В кинематографе произошел ослепительный взрыв в фильме «Председатель». Родился яростный, корявый, израненный, неистовый, святой Трубников — Ульянов, вытаскивающий деревню из послевоенной беды. ‹…›
Итак, Ульянов перешел Рубикон. Прежний Ульянов нравился всем, теперь он вступил в «минированное поле» споров, приятий и столь же резких неприятий. «Сегодня я разделяю актеров и режиссеров — скажет он в ходе публичного диалога с Г. Товстоноговым — на поражающих, удивительных и обыкновенных... Я хочу видеть на сцене такое, чтобы всё во мне перевернулось!.. Надо вырвать зал из стереотипа окостенелого художественного мышления...» Теперь в каждом новом спектакле, в каждой новой роли он выходил на сцену, чтобы взорвать этот стереотип.

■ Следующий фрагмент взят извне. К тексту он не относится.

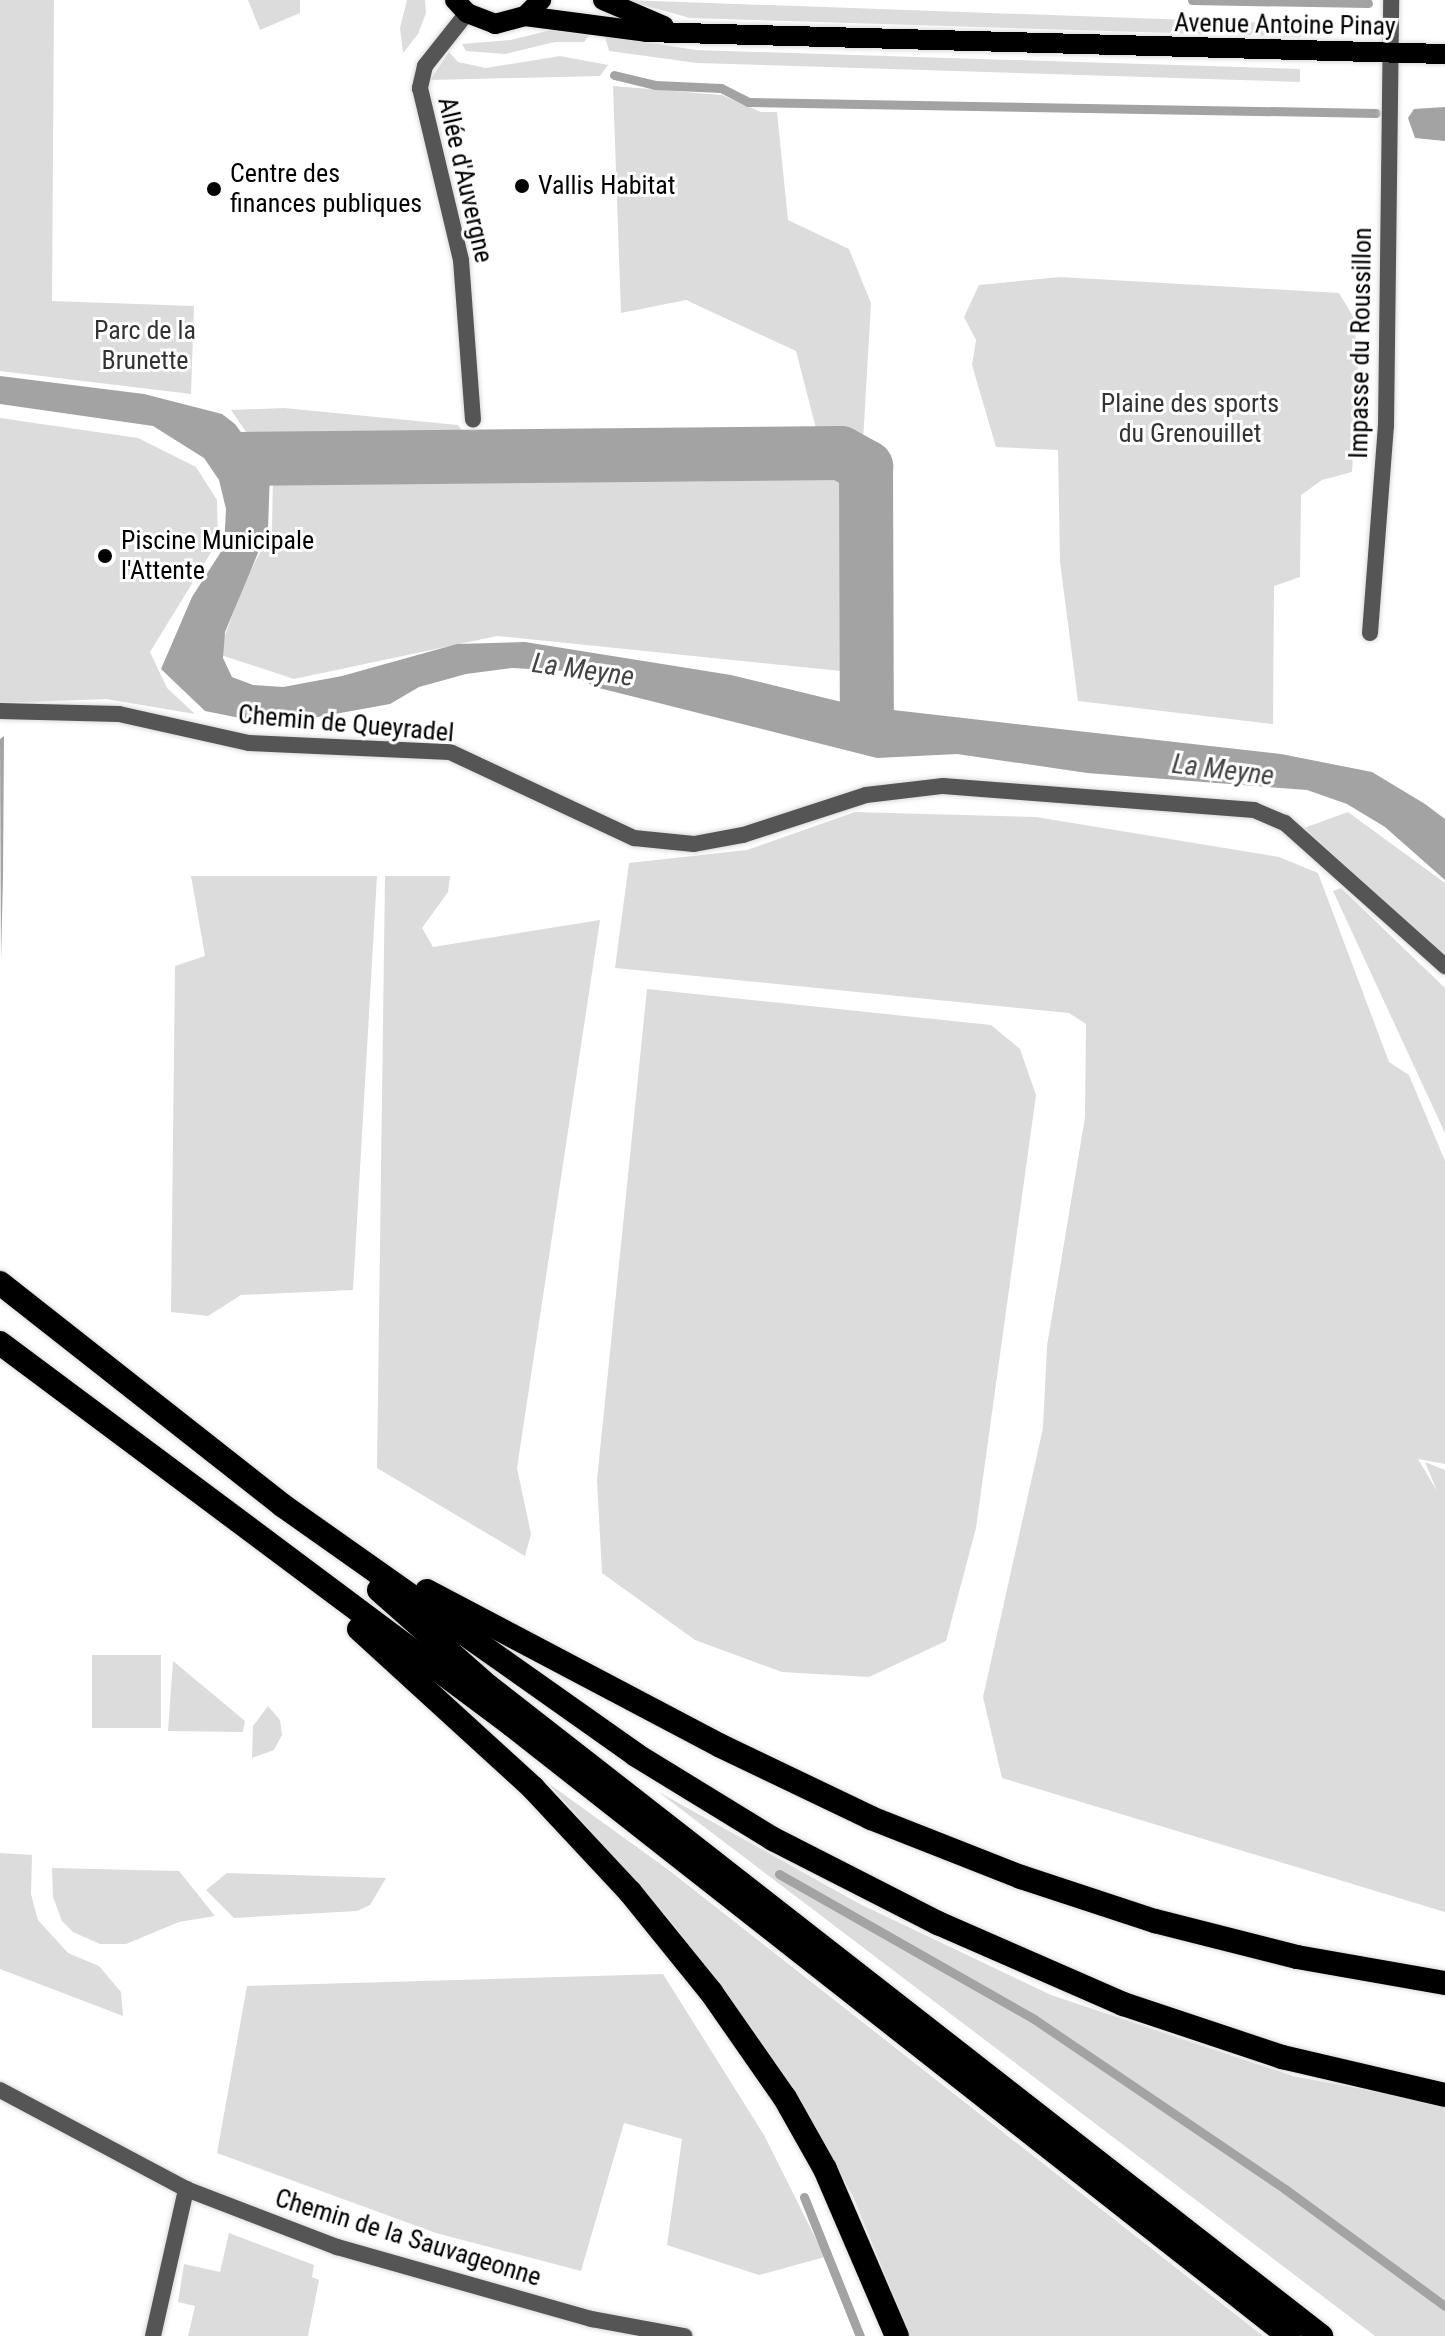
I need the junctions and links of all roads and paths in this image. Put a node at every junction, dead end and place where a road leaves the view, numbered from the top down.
1 (541, 0) edge
2 (603, 0) edge
3 (1391, 0) edge
4 (461, 6) edge
5 (525, 16) junction
6 (691, 34) junction
7 (1390, 54) junction
8 (1445, 54) edge
9 (473, 420) dead end
10 (1370, 633) dead end
11 (0, 711) edge
12 (1445, 966) edge
13 (0, 1283) edge
14 (0, 1343) edge
15 (282, 1505) junction
16 (333, 1541) junction
17 (262, 1542) junction
18 (1445, 1983) edge
19 (0, 2090) edge
20 (1445, 2095) edge
21 (186, 2189) junction
22 (153, 2336) edge
23 (684, 2336) edge
24 (897, 2336) edge
25 (1289, 2336) edge
26 (1321, 2336) edge

1 - 5 main road
2 - 6 main road, Avenue Antoine Pinay
3 - 7 street, Impasse du Roussillon
4 - 5 main road, Avenue Antoine Pinay
4 - 9 street, Allée d'Auvergne
5 - 6 main road, Avenue Antoine Pinay
6 - 7 main road, Avenue Antoine Pinay
7 - 8 main road, Avenue Antoine Pinay
7 - 10 street, Impasse du Roussillon
11 - 12 street, Chemin de Queyradel
13 - 15 highway
14 - 17 highway
15 - 16 highway
15 - 26 highway
16 - 18 highway
16 - 20 highway
17 - 24 highway
17 - 25 highway
19 - 21 street, Chemin de la Sauvageonne
21 - 22 street
21 - 23 street, Chemin de la Sauvageonne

Правда, он иногда тратил на это слишком много физических сил, мускульной атаки, «жирного курсива» концепции. Тогда он снова терял часть союзников, но зато приобретал других, которые видят, как Ульянов самоотверженно (пусть это можно было сделать гармоничней) ведет бой с бытующими в ряде театров вялостью, неопределенностью, а то и просто скукой существования актеров на сцене. Он опрокидывает (и доказательно) устойчивую, но неверную «каноническую» репутацию роли и резко, «пуская себя в разрыв», как когда-то сказал Ульянов, спорит с мастеровитым, но равнодушным ремеслом или намеренной «загадочностью» трактовок. ‹…›
Я по-прежнему убежден, что ульяновский Антоний, которым так рассердил многих тем, что предстал перед ними, вместо
Да, вот такой полководец, не взыщите. Он вырос среди солдат и не отучился, заняв место в правительственном Триумвирате, от своих вульгарных привычек. Но зато как жарко он хочет уйти от своего политиканства и от войн цезаристского Рима, подняться на ту «жизни высоту», к которой вела его любовь к легендарной египтянке.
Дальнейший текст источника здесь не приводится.